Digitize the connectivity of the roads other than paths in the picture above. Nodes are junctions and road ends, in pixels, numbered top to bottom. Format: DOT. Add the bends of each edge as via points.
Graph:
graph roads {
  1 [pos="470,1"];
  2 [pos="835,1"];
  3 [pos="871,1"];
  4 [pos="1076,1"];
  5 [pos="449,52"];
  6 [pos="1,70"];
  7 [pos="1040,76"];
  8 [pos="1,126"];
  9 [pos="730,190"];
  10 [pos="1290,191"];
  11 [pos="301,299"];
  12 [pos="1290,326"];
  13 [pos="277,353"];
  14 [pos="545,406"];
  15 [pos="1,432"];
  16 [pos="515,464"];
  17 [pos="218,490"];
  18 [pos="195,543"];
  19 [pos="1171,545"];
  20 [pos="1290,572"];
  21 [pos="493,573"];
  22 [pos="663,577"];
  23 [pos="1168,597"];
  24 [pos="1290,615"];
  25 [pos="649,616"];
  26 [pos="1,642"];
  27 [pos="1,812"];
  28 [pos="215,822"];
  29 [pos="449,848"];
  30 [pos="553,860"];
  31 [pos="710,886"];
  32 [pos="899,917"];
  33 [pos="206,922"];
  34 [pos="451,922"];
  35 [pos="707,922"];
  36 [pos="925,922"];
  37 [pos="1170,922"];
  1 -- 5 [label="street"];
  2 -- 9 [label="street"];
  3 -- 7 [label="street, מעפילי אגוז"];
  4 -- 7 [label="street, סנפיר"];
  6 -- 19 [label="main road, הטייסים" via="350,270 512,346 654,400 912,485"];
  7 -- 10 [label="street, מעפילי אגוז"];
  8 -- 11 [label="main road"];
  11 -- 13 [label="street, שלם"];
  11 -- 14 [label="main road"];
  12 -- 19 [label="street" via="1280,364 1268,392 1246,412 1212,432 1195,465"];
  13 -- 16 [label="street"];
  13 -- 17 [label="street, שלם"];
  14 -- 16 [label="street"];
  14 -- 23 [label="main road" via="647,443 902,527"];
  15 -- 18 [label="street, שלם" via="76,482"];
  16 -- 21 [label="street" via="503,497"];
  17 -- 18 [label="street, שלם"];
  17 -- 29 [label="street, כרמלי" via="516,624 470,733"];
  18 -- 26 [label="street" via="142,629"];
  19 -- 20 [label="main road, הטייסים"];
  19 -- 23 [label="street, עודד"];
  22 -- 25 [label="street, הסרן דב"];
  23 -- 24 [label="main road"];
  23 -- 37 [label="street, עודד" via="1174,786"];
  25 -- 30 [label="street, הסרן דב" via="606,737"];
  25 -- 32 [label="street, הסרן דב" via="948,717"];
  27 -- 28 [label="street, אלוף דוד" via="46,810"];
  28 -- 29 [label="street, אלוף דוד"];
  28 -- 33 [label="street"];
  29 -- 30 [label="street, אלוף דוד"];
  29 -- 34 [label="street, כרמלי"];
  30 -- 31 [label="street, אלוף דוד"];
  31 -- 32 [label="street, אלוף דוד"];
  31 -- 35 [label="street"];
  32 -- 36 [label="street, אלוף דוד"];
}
+-------+
Aim of the task | Which lines of the records contain "עודד"? Show each of them.

Problem solution |
  19 -- 23 [label="street, עודד"];
  23 -- 37 [label="street, עודד" via="1174,786"];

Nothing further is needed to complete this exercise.